Runs

A run is a single invocation of an Assistant within a Session. Each run represents one execution cycle — from receiving input to producing output — with full state tracking, checkpointing, and monitoring. Runs are the atomic unit of work in the Agent Server; every interaction you observe, debug, or replay maps back to exactly one run.

Run Execution Lifecycle

Every run follows a deterministic five-stage lifecycle. Understanding these stages is essential for debugging failures and optimizing latency.

Request

The client sends input to the Gateway via REST or gRPC. The Gateway validates the request against the assistant’s input schema, authenticates the caller, and enqueues a job into the PostgreSQL-backed scheduler. At this point the run enters pending state and a run ID is returned to the caller.

Scheduling

The scheduler evaluates available worker capacity and assigns the job to an eligible worker slot. Assignment considers worker affinity, current load, and any resource constraints defined on the assistant (GPU requirements, memory limits). If no worker is available, the job remains queued until capacity frees up or a configurable queue timeout is reached.

Initialization

The assigned Coordinator loads the assistant configuration, restores session state from the latest checkpoint, hydrates tool registrations, and prepares the execution context. If the run belongs to a multi-agent workflow, the coordinator also resolves the agent graph and establishes inter-agent communication channels.

Execution

The agent processes the input through its reasoning loop: generating responses, invoking tools, and communicating with other agents when part of a coordinated workflow. Checkpoints are written at each step boundary so that the run can be resumed from the last stable state on failure. Events are streamed to the client in real time via the configured delivery mechanism (SSE, webhook, or polling).

Completion

The final output is persisted alongside execution metadata (token counts, timing, tool call history). The run status is updated to completed, failed, or cancelled depending on the outcome. Session state is saved for use by subsequent runs in the same session.

Run Types

The Agent Server supports four execution modes. Choose the mode that matches your client’s interaction pattern and latency requirements.

Synchronous

The client sends a request and blocks until the full response is available. This is the simplest integration pattern, suitable for fast tasks that complete within a few seconds.
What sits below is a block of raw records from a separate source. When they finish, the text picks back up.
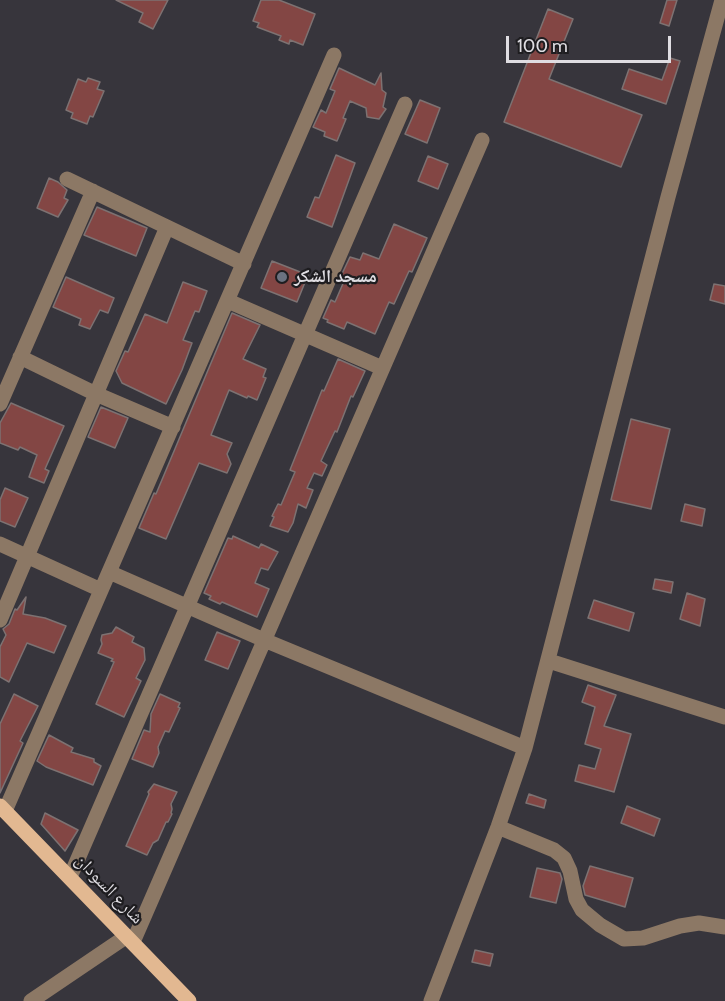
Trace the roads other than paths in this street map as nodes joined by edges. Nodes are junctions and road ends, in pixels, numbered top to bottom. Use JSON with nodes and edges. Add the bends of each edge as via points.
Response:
{"nodes":[{"id":1,"x":722,"y":0,"type":"edge"},
{"id":2,"x":719,"y":35,"type":"edge"},
{"id":3,"x":334,"y":55,"type":"dead end"},
{"id":4,"x":405,"y":104,"type":"dead end"},
{"id":5,"x":482,"y":140,"type":"dead end"},
{"id":6,"x":67,"y":179,"type":"dead end"},
{"id":7,"x":93,"y":191,"type":"junction"},
{"id":8,"x":166,"y":227,"type":"junction"},
{"id":9,"x":244,"y":264,"type":"junction"},
{"id":10,"x":228,"y":301,"type":"junction"},
{"id":11,"x":306,"y":333,"type":"junction"},
{"id":12,"x":21,"y":357,"type":"junction"},
{"id":13,"x":382,"y":368,"type":"junction"},
{"id":14,"x":96,"y":394,"type":"junction"},
{"id":15,"x":0,"y":404,"type":"edge"},
{"id":16,"x":173,"y":427,"type":"junction"},
{"id":17,"x":0,"y":544,"type":"edge"},
{"id":18,"x":27,"y":556,"type":"junction"},
{"id":19,"x":109,"y":572,"type":"junction"},
{"id":20,"x":101,"y":590,"type":"junction"},
{"id":21,"x":188,"y":606,"type":"junction"},
{"id":22,"x":0,"y":620,"type":"edge"},
{"id":23,"x":264,"y":640,"type":"junction"},
{"id":24,"x":549,"y":661,"type":"junction"},
{"id":25,"x":725,"y":717,"type":"edge"},
{"id":26,"x":525,"y":748,"type":"junction"},
{"id":27,"x":3,"y":808,"type":"edge"},
{"id":28,"x":498,"y":827,"type":"junction"},
{"id":29,"x":70,"y":877,"type":"junction"},
{"id":30,"x":725,"y":927,"type":"edge"},
{"id":31,"x":130,"y":939,"type":"junction"},
{"id":32,"x":31,"y":1001,"type":"edge"},
{"id":33,"x":189,"y":1001,"type":"edge"},
{"id":34,"x":431,"y":1001,"type":"edge"}],
"edges":[{"from":1,"to":2,"type":"street"},
{"from":2,"to":24,"type":"street","via":[[668,197]]},
{"from":3,"to":9,"type":"street"},
{"from":4,"to":11,"type":"street"},
{"from":5,"to":13,"type":"street"},
{"from":6,"to":7,"type":"street"},
{"from":7,"to":8,"type":"street"},
{"from":7,"to":12,"type":"street"},
{"from":8,"to":9,"type":"street"},
{"from":8,"to":14,"type":"street"},
{"from":9,"to":10,"type":"street"},
{"from":10,"to":11,"type":"street"},
{"from":10,"to":16,"type":"street"},
{"from":11,"to":13,"type":"street"},
{"from":11,"to":21,"type":"street"},
{"from":12,"to":14,"type":"street"},
{"from":12,"to":15,"type":"street"},
{"from":13,"to":23,"type":"street"},
{"from":14,"to":16,"type":"street"},
{"from":14,"to":18,"type":"street"},
{"from":16,"to":19,"type":"street"},
{"from":17,"to":18,"type":"street"},
{"from":18,"to":20,"type":"street"},
{"from":18,"to":22,"type":"street"},
{"from":19,"to":20,"type":"street"},
{"from":19,"to":21,"type":"street"},
{"from":20,"to":27,"type":"street"},
{"from":21,"to":23,"type":"street"},
{"from":21,"to":29,"type":"street"},
{"from":23,"to":26,"type":"street"},
{"from":23,"to":31,"type":"street"},
{"from":24,"to":25,"type":"street"},
{"from":24,"to":26,"type":"street"},
{"from":26,"to":28,"type":"street"},
{"from":27,"to":29,"type":"main road","name":"شارع السودان"},
{"from":28,"to":30,"type":"street","via":[[564,858],[582,910],[624,939],[699,923]]},
{"from":28,"to":34,"type":"street"},
{"from":29,"to":31,"type":"main road","name":"شارع السودان"},
{"from":31,"to":32,"type":"street"},
{"from":31,"to":33,"type":"main road","name":"شارع السودان"}]}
Client ──request──▶ Gateway ──▶ Worker ──response──▶ Client
                    (client blocks)

Streaming (SSE)

Server-Sent Events deliver incremental results as the agent produces them. The client receives a stream of partial outputs, tool call notifications, and status updates in real time. Best for chat-style interactions where perceived latency matters.


Client ──request──▶ Gateway ──▶ Worker
Client ◀──event 1──
Client ◀──event 2──
Client ◀──event N──
Client ◀──done─────

Background

The Gateway returns immediately with a run ID. The client polls a status endpoint or listens for completion via a separate channel. Use this mode for long-running tasks where holding an open connection is impractical.


Client ──request──▶ Gateway ──run_id──▶ Client
                    Worker executes asynchronously
Client ──poll────▶ Gateway ──status──▶ Client
Client ──poll────▶ Gateway ──result──▶ Client

Webhook

Similar to background mode, but instead of polling, the Gateway delivers results to a callback URL when the run completes. Best for server-to-server async integrations where the caller does not maintain a persistent connection.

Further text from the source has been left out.